We now understand, following the revelation to the world of the Third Secret of Fatima, that the disaster occasioned by the conciliar Reform – the Holy City devastated by the Revolution of Vatican II – was shown by Our Lady to the three little shepherds, on 13 July 1917, under a symbolic figure:

The Holy Father passed through a large city half in ruins […], he prayed for the souls of the corpses he met on his way.”

Let us follow our Brother Bruno of Jesus in his exegetical commentary on the vision:

“As revealed in the Book of the Apocalypse, ‘a large city’ in ruins and filled with corpses recalls the Rome of Nero, punished for its double crime of idolatry (Ap 17.4) and murder (Ap 17.6).

“The association of the ‘steep mountain’ and the ‘large city’ in the vision of the Secret recalls Armageddon, ‘the mountain of Megiddo’ (Ap 16.16), on which the demons assemble the kings of the earth for the final combat. This eschatological gathering had been prophesied in Ezekiel 38-39, which announces the assault in the mountains of Israel (Ez 38.8; 39.2,4,17). It is in Megiddo that the holy King Josiah, conquered and killed by Pharaoh, was long mourned by his inconsolable people (2 K 23.29-30).

“In the vision of Fatima, the ‘large city’ traversed by the Pope is Christian Rome, a figure of the Church ruined by the conciliar reform. It is the Holy City, the Catholic, Apostolic and Roman Church, in a state of auto-demolition, exposed to the smoke of Satan, on Paul VI’s very own admission, ever since that Pope himself shook its foundations, levelled its ramparts, and profaned and devastated the Sanctuary.85

Sister Lucy was probably alluding to this terrible disaster, the very worst possible, on 26 December 1957 when she said to Father Fuentes: “The punishment from Heaven is imminent. It will be very sad for everyone and there will be no rejoicing if the world does not first pray and do penance.86” The messenger of Heaven spoke as a prophetess, having contemplated with fear, on 13 July 1917, the large city half in ruins, strewn with corpses.

But let us return to the exegetical commentary on the vision.

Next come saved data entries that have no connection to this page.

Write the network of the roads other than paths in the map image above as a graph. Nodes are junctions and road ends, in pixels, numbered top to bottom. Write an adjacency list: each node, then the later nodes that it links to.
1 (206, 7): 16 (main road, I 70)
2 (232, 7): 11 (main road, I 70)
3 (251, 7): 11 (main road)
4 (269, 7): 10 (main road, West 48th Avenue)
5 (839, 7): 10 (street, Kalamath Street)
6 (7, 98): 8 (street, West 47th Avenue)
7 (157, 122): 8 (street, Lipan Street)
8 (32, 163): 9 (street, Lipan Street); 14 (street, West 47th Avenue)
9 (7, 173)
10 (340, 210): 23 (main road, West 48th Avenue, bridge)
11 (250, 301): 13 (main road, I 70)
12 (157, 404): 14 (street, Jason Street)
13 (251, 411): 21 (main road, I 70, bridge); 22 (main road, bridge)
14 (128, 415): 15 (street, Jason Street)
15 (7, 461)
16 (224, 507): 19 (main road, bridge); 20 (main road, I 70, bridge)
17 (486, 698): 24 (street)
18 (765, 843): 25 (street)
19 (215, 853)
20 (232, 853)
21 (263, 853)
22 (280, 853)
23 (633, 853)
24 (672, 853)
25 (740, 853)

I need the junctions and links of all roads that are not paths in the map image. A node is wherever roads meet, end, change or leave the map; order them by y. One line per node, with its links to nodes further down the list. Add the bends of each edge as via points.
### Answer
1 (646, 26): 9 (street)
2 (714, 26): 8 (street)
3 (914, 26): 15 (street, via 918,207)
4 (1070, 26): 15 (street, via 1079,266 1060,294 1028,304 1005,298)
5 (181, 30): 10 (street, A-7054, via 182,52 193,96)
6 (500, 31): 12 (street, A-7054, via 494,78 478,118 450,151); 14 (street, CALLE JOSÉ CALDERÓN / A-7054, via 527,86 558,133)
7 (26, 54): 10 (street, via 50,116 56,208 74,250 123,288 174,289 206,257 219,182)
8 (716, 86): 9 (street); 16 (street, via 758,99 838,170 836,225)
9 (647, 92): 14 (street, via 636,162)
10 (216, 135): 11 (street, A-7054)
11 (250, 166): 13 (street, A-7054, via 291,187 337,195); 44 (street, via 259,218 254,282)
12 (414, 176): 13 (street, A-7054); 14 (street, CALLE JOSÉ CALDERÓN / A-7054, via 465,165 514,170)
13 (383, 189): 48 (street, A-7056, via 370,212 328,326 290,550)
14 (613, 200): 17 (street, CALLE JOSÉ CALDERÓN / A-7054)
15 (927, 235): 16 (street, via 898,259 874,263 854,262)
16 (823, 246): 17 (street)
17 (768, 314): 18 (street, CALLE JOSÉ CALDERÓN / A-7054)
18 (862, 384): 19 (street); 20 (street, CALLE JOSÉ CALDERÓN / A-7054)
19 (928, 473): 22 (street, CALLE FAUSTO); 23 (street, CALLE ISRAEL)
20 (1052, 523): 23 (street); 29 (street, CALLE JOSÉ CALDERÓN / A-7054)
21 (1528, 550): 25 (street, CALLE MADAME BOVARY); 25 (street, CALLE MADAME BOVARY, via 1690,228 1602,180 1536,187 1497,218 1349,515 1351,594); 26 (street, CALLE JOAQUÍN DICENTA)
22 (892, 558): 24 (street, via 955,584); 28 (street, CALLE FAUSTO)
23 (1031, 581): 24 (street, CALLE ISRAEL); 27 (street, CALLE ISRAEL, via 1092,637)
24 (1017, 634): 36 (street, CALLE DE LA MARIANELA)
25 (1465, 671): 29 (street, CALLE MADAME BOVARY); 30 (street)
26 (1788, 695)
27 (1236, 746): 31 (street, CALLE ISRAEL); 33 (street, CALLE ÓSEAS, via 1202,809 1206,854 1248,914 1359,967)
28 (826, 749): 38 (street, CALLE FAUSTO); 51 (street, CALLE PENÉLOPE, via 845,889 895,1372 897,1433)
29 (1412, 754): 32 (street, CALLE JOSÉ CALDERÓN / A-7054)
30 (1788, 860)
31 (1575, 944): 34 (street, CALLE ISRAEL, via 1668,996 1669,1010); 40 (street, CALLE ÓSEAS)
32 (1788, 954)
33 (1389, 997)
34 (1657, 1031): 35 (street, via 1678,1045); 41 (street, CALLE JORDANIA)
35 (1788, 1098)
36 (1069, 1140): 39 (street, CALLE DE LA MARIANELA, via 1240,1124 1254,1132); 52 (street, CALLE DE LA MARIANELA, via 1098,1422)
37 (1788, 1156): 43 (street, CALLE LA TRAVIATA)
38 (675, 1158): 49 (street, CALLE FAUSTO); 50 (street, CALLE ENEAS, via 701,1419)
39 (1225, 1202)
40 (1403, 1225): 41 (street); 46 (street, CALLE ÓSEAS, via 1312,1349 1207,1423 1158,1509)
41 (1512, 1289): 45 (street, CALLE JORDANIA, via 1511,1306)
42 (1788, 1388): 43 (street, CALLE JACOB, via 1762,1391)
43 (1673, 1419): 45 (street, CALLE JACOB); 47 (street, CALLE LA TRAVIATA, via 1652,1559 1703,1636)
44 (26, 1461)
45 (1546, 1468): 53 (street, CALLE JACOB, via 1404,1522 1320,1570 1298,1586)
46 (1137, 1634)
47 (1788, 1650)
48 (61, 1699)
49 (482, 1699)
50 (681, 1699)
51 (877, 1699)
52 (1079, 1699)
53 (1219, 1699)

The presence of “corpses” lying on the “way” is a sign of the divine chastisement: “Therefore Yahweh’s anger burns against His people: He has stretched out His hand to strike them; the mountains tremble, and their corpses are as refuse in the midst of the streets. But His anger is not calmed, His hand is still stretched out.” (Is 5.25)

In the Old Testament, not to have a burial was the most terrible of punishments: “At that time, says Yahweh, they shall bring out from their graves the bones of the kings of Judah, the bones of princes, the bones of priests, the bones of prophets and the bones of the inhabitants of Jerusalem. And they shall spread them out before the sun, before the moon, and before the whole host of heaven, which they have served and after which they have walked, and which they have worshipped. They shall not be gathered, nor shall they be buried; they shall be as dung on the surface of the earth.” (Jr 8.1-2; cf. 9.21; 16.4; 25.33)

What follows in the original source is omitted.